The cast manages to turn in varying work. Yelchin as Max comes off as likable, as he usually does, but there's something about his performance which suggests he doesn't quite understand the kind of film he's making, or the sensibilities of his director. A subdued performance in the midst of this madness causes the audience to constantly reel back, unsure of how they're supposed to be feeling and what exactly they're experiencing. Greene, on the other hand, embraces her role to maximum effect. Even before she's laid to rest, her Evelyn is overly peppy with quixotic expectations - the cause of her and Max's relationship issues in the first place. She's a green-going liberal to the analth degree, quipping about fluorescent light-bulbs and food additives and vegan tofu. It's mildly amusing until you realize the film is cheating by manipulating its audience into disliking her, transforming the conflict from torn young love - a conflict of substance worth exploring - into something akin to "Run, my zombie ex-girlfriend will bite you!" Daddario, perhaps most recognizable from her role as your heart attack in HBO's stellar first season of True Detective, plays the horror-comedy version of Garden State's Natalie Portman, in that she's bubbly and strange and adorable - an outwardly positive and enthusiastic person, and the kind of character with whom you can't help but fall in love, until you realize that a girl that beautiful who shares all your same interests and still has her baby teeth and somehow owns her own malt shop only exists in the movies. Max and Olivia's ensuing romance is the only aspect that drives the story forward and makes it interesting - and this in a film about a zombie ex-girlfriend at home falling apart in the bathtub.

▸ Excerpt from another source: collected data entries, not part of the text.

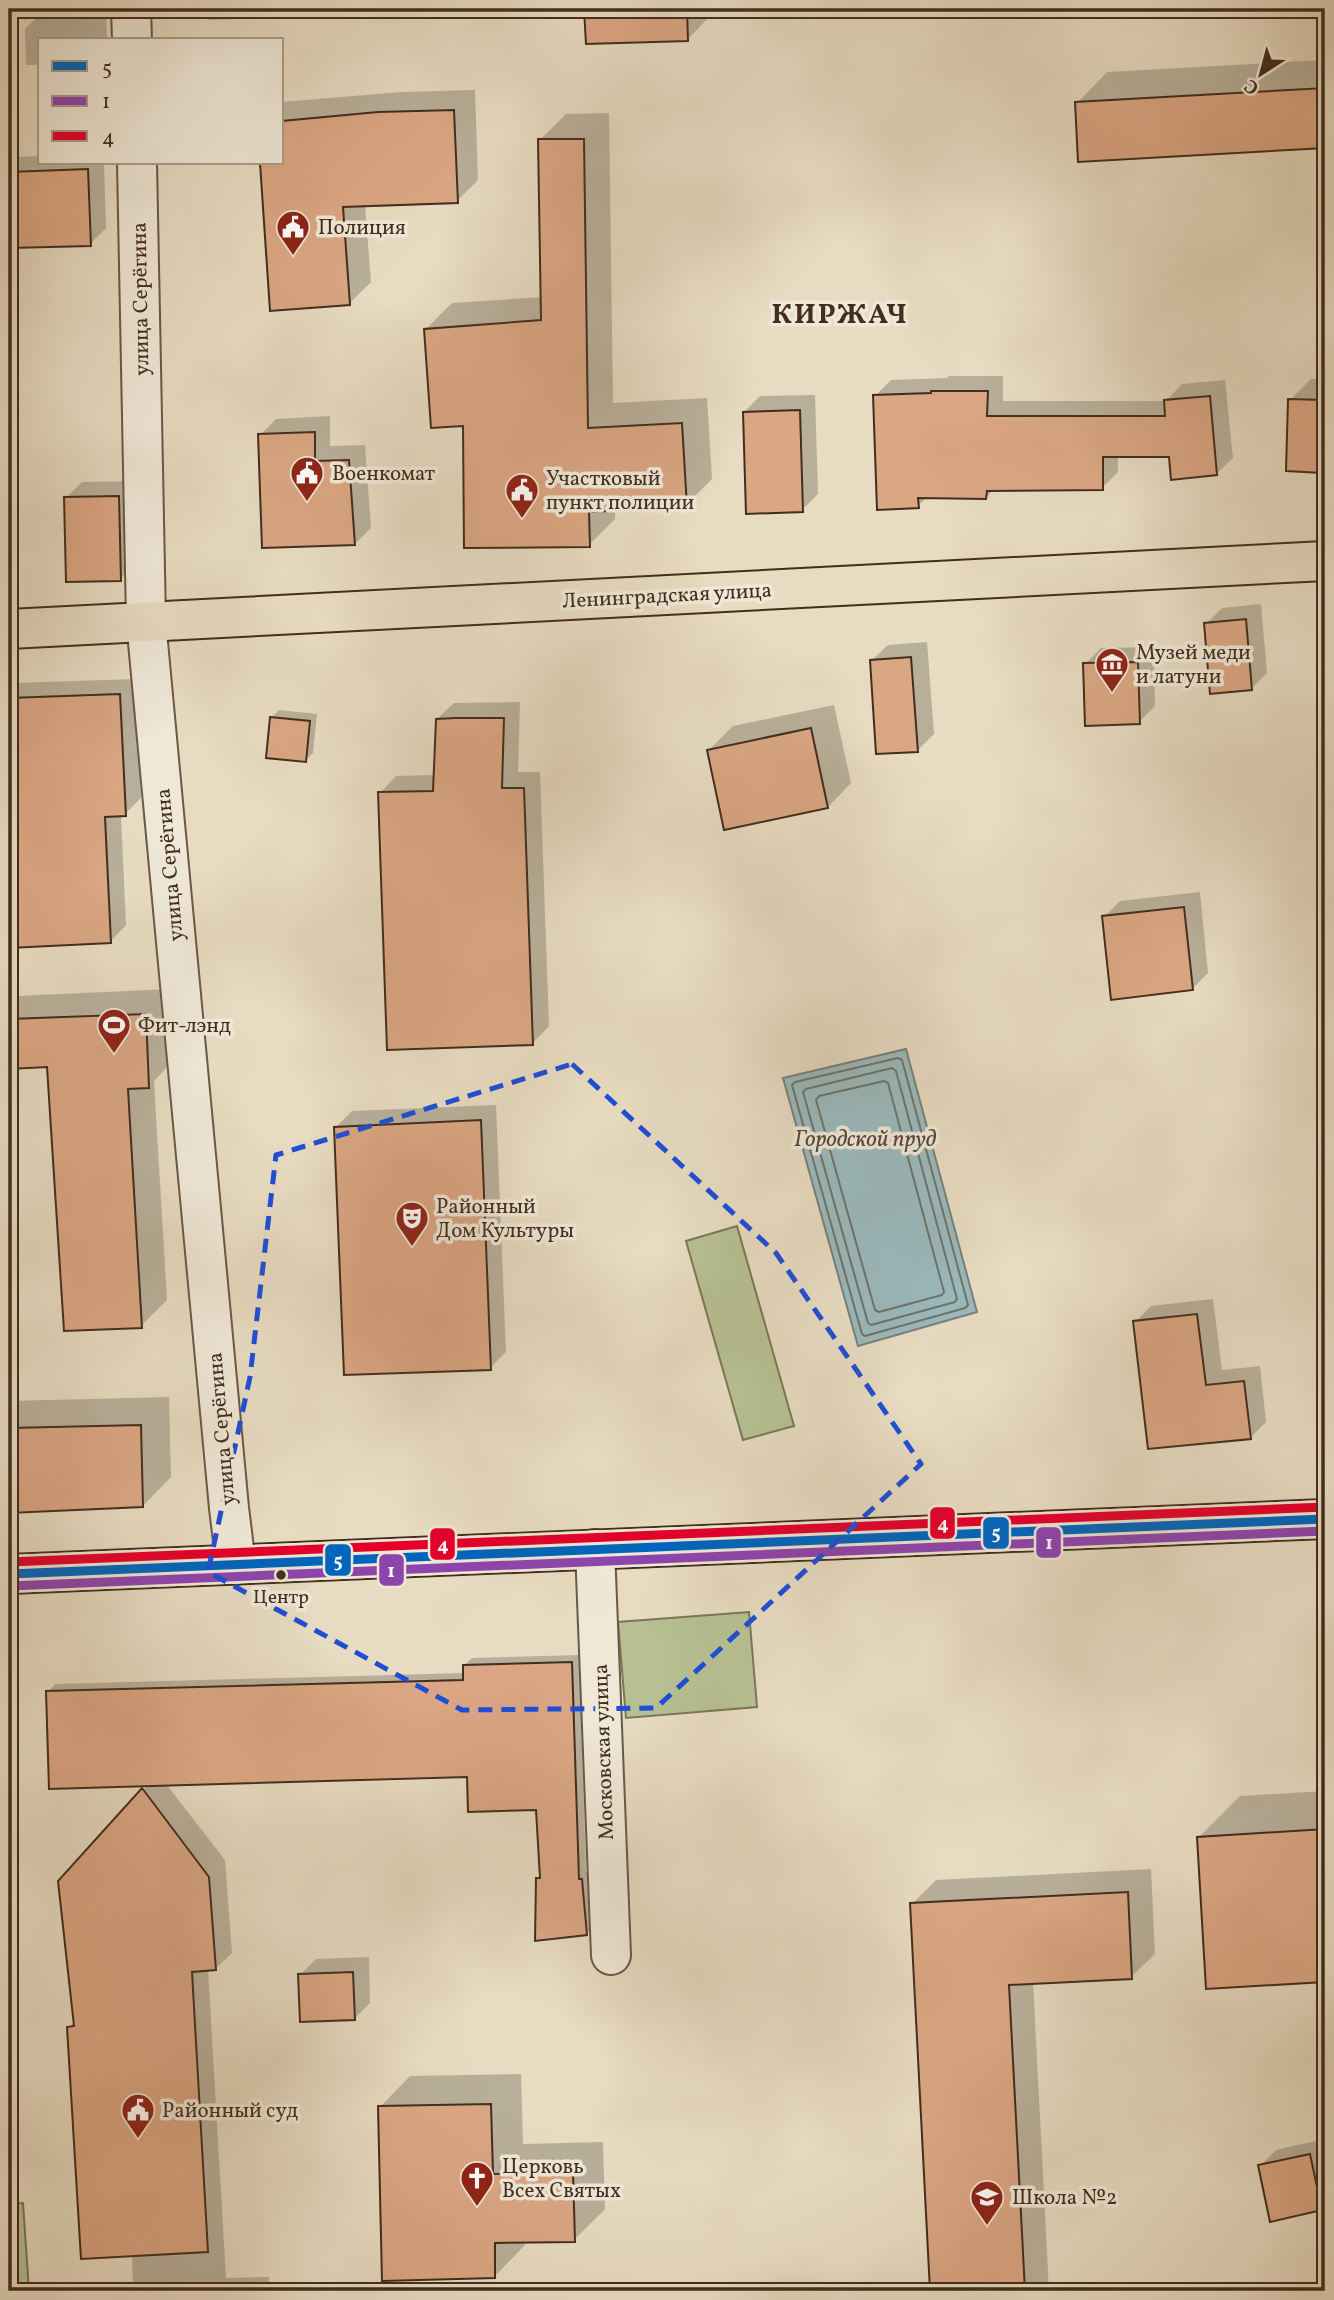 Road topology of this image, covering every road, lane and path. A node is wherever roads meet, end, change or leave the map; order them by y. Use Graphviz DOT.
graph roads {
  1 [pos="131,9"];
  2 [pos="132,38"];
  3 [pos="137,164"];
  4 [pos="1325,561"];
  5 [pos="146,621"];
  6 [pos="9,629"];
  7 [pos="1325,1520"];
  8 [pos="595,1549"];
  9 [pos="236,1565"];
  10 [pos="9,1574"];
  11 [pos="611,1955"];
  1 -- 2 [label="street"];
  3 -- 5 [label="street, улица Серёгина"];
  4 -- 5 [label="main road, Ленинградская улица"];
  5 -- 6 [label="main road, Ленинградская улица"];
  5 -- 9 [label="street, улица Серёгина"];
  7 -- 8 [label="street"];
  8 -- 9 [label="street"];
  8 -- 11 [label="street, Московская улица"];
  9 -- 10 [label="street"];
}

As a director, Joe Dante has always been successful at “the Joe Dante aesthetic,” and it’s something he’s been rightfully exploiting ever since his first major blockbuster, 1984’s Gremlins. He has the ability to create something that, on the surface, seems to appeal to the younger demographic, but offers a bit more bite than that audience might be anticipating. His films exist somewhere in a chasm between children's fare and adult entertainment. In the Gremlins films, you have the adorable Gizmo as that conduit to perceived accessibility, though little mutants are soon shoved down garbage disposals while elderly women are heaved out windows. In The Hole, early-teen characters are facing their fears head-on, some childlike in their appearance, and some based on some very real-world dangers. But Dante isn’t satisfied with just creating something and presenting it to his younger audiences on a platter; instead, he wants to take his concepts and up them, just a little, beyond his audience's normal comfort level. He wants to challenge them, just a little bit, more than his creative colleagues. He wants “his” children to face facts and understand that this world contains real dangers, and though he may rely on typical horror tropes to establish this, that doesn’t make them any less relevant or emotionally affecting - or any less funny, which, as they say, tragedy often is. Burying the Ex is unique in that it's Dante's first R-rated film since 1981's The Howling, which is surprising considering his Masters of Horror efforts are quite brutal...and yet, meanwhile, Burying the Ex is not. In fact, beyond one scene of violence, the rating is befuddling, as the film comes off as rather tame and closer to his line-straddling aesthetic, only this time, instead of a boundary-pushing coming-of-age, it's a somewhat lame and toothless film geared toward, well, no one specifically.

Burying the Ex feels like one big missed opportunity. It's one thing for a film to be disappointing, but that disappointment is worsened when it comes from a filmmaker so highly revered in the horror community and who has consistently proven to be capable of so much better. A new film from the likes of Joe Dante will always bring with it a certain amount of expectation, which has been fully earned, but as Burying the Ex has proven, sometimes an intelligent director can make something without any braaaaaaaains.